Sunday, October 14, 2007

One Month To Live

Hey, guys! Lots of things running through my heart and brain right now. I have just been learning some things that I have known, but God is shedding new light on them for this time. First of all I started reading Cure for the Common Life by Max Lucado. It has been out for a while, but since Lance has been gone, I decided to pick it up and read it. Many things have spoken to me and I am not even that far into the book yet. I can tell, it is just what I need to hear. It is talking about Living in your Sweet Spot. We all have one and He gives us all gifts and skills to live there. I think I have a good idea what my gifts are, but sometimes I get overwhelmed thinking about how to use them and what that is to look like. For everyone it is different. I so badly want to be obediant and be used to the fullest to bring God glory. I also want to make sure that I am keeping my priorities straight and not do too much outside family. God does orchestrate what that is suppose to look like so beautifully! One of the things that I loved reading was "You cannot be anything you want to be. But you can be everything God wants you to be." I loved that because truly we can't be anything WE want even if we are skilled and maybe would be great at it. Still, the beauty and the freeing thing for me is We can be everything God wants us to be.

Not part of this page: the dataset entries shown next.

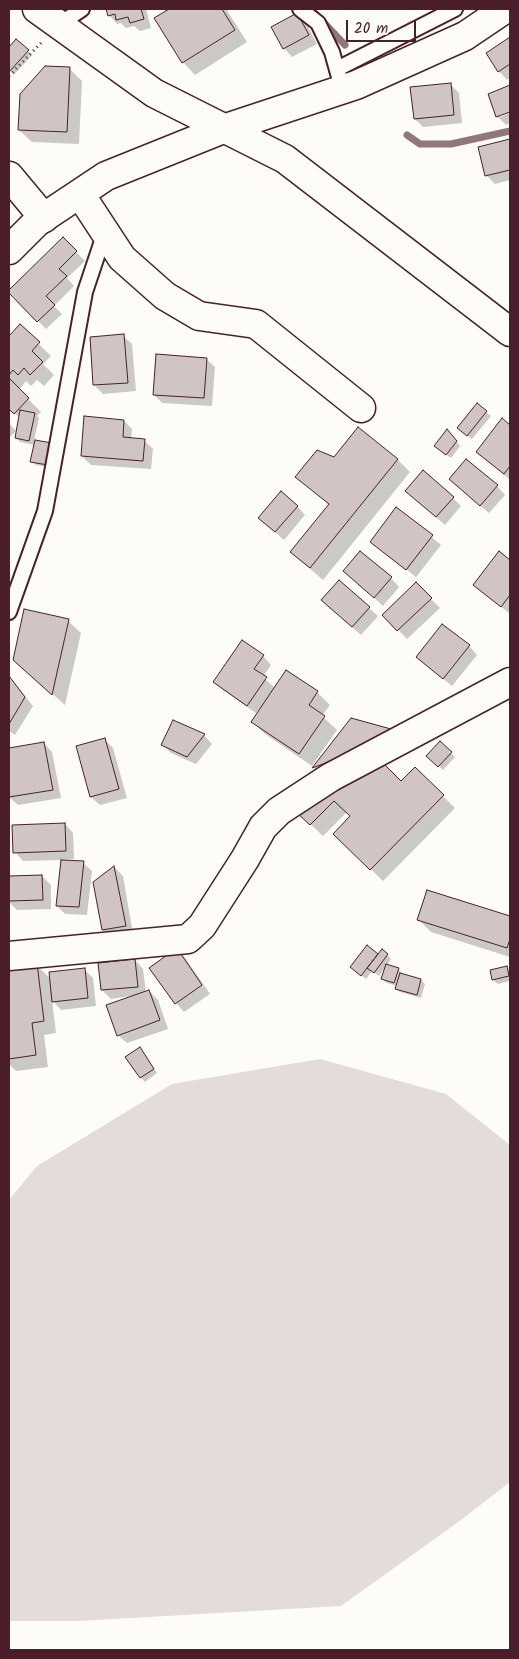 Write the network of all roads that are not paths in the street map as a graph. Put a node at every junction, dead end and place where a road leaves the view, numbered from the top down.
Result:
1 (37, 9) edge
2 (82, 9) edge
3 (300, 9) edge
4 (455, 9) edge
5 (506, 9) edge
6 (60, 24) junction
7 (340, 79) junction
8 (223, 129) junction
9 (9, 176) edge
10 (80, 194) junction
11 (44, 218) junction
12 (105, 232) junction
13 (9, 250) edge
14 (510, 332) edge
15 (361, 408) dead end
16 (9, 612) edge
17 (510, 682) edge
18 (9, 956) edge

1 - 6 street
2 - 6 lane
3 - 7 lane
4 - 7 lane
5 - 7 street
6 - 8 street
7 - 8 street
8 - 10 street
8 - 14 street
9 - 11 street
10 - 11 street
10 - 12 street
11 - 13 street
12 - 15 street
12 - 16 lane
17 - 18 street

We are also going through a series at church called "Your one month to live". It just started today. Man, it really spoke to my heart. I felt God just using this to prepare us for this big transition that is about to take place in our life, with moving and everything. It is going to be hectic and crazy at first. I called Lance as soon as I got home to tell him all about what God said to me during the service. Our pastor and his wife just wrote a book called just that: One month to live. They were sharing today about how that is what has made a huge difference in there life to uncrowd and balance everything in their home. To live as if they had 30 days to live, and think about what would be the most important things. Tucking your children into bed, Listening to them, not being rushed, taking time to connect with your spouse daily, etc. The most important thing is relationships. To come up with a plan in how you will react in troubled times, etc. He said when you feel stressed, it is a light coming on saying that you are trying to take control of the situation. Instead give God that control and walk in trust and faith with our God. I could go on and on, but I won't. We are about to go through a crazy next few weeks, with moving, trying not to stress about selling our house, etc. I am glad God has challenged us to live this next 30 days like it were our last. After all we are not promised tomorrow. I want my husband and boys to remember me loving, forgiving, and being patient with them. Oh yeah, they also talked about how when someone is told they have only so long to live, everything is immediately clear. Immediately the important things are the most important. I want to see like that. I do not want to have regrets. I want to Love, Love, Love!

Okay, I forgot to hit on this. How many times do we feel like there is not enough time in the day. Well, when we spend that special time with our God, he multiplies our time after. Pretty cool! So when I am packing next week, I am going to want to scream and I will feel overwhelmed and feel like I am running out of time, I will need to just go get alone with God. Then I will have my time multiplied. Proverbs 10:27 says so and I believe it!

So don't be suprised if I start leaving you encouraging comments. I am living like it is my last month to live and it is my spiritual gift. Ha! The good thing is if I write it or say it it will be true. I can only say what is from my heart! Thanks for letting me share. Just some thoughts I've had this week.